No automotive manufacturer has ever produced 10 million cars in a year. That is until Toyota Motor Corp. (NYSE: TM) did it in 2013. Its worldwide production rose to 10.117 million, up 2.1% from 2012. The news cements the impressive comeback Toyota has made from quality problems and the effects of the 2011 Japan earthquake. It is also a reminder to other large car companies that Toyota’s blend of distribution, quality and model lines will make it hard to catch.

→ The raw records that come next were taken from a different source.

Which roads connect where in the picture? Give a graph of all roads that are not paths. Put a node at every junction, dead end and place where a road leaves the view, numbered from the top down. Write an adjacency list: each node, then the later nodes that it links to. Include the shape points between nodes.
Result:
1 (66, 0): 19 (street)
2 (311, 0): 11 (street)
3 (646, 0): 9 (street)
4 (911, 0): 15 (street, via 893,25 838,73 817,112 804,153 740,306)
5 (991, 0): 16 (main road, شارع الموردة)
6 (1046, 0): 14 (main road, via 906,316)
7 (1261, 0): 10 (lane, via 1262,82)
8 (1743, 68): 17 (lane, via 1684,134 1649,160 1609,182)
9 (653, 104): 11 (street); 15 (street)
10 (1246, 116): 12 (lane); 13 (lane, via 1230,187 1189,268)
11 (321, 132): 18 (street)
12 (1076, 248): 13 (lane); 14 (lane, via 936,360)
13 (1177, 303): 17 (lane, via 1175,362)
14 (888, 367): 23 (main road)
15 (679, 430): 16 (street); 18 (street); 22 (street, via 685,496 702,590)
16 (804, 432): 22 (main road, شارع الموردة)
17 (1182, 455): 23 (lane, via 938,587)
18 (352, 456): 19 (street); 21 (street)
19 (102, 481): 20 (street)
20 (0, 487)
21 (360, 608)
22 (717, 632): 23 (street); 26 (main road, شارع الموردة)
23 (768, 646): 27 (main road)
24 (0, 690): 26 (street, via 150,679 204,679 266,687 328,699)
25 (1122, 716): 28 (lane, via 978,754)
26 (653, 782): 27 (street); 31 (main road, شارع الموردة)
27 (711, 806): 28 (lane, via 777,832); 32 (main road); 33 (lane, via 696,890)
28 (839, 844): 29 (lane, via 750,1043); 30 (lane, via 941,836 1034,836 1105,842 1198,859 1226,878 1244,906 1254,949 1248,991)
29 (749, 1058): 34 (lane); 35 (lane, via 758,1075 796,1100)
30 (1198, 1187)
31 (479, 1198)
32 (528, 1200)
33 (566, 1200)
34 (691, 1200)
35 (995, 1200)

Toyota sells 77% of its cars and light trucks outside its home market, which is a strength by itself. In the U.S. market in particular, it sits in the number three spot, close to Ford Motor Co. (NYSE: F), which holds number two spot. It is not a stretch to believe that Toyota could take Ford’s spot. Toyota’s most significant advantage in America is that its model line is as large as General Motors Co.’s (NYSE: GM) and Ford’s. It Lexus luxury brand outsells GM’s Cadillac line and far outsells Ford’s Lincoln. Because luxury cars have much higher profit margins than other cars and light trucks, Toyota’s position with Lexus gives it a financial edge in America.
Toyota’s other advantage in the United States is that it continues to top most car quality research polls. That is a long way from when it recalled more than 8 million cars in 2010. The recovery points to the brand strength Toyota has garnered in America over several decades.
Toyota’s greatest chance to gather momentum over its major rivals GM and Volkswagen is improvement in sales in China and the European Union. Toyota’s sales in Europe are well behind most of the large car companies based in the region, which means that its quality reputation and model line give its some chance to pick up ground as it did in the United States in the 1970s and 1980s. China, the world’s largest car market, will be harder to crack because of territorial disputes between China and Japan. At some point, however, those tensions are bound to calm, which would give Toyota a chance to gain on market leaders GM and VW.
Toyota has set a record for production in one year, and that record is likely to be extended into 2014.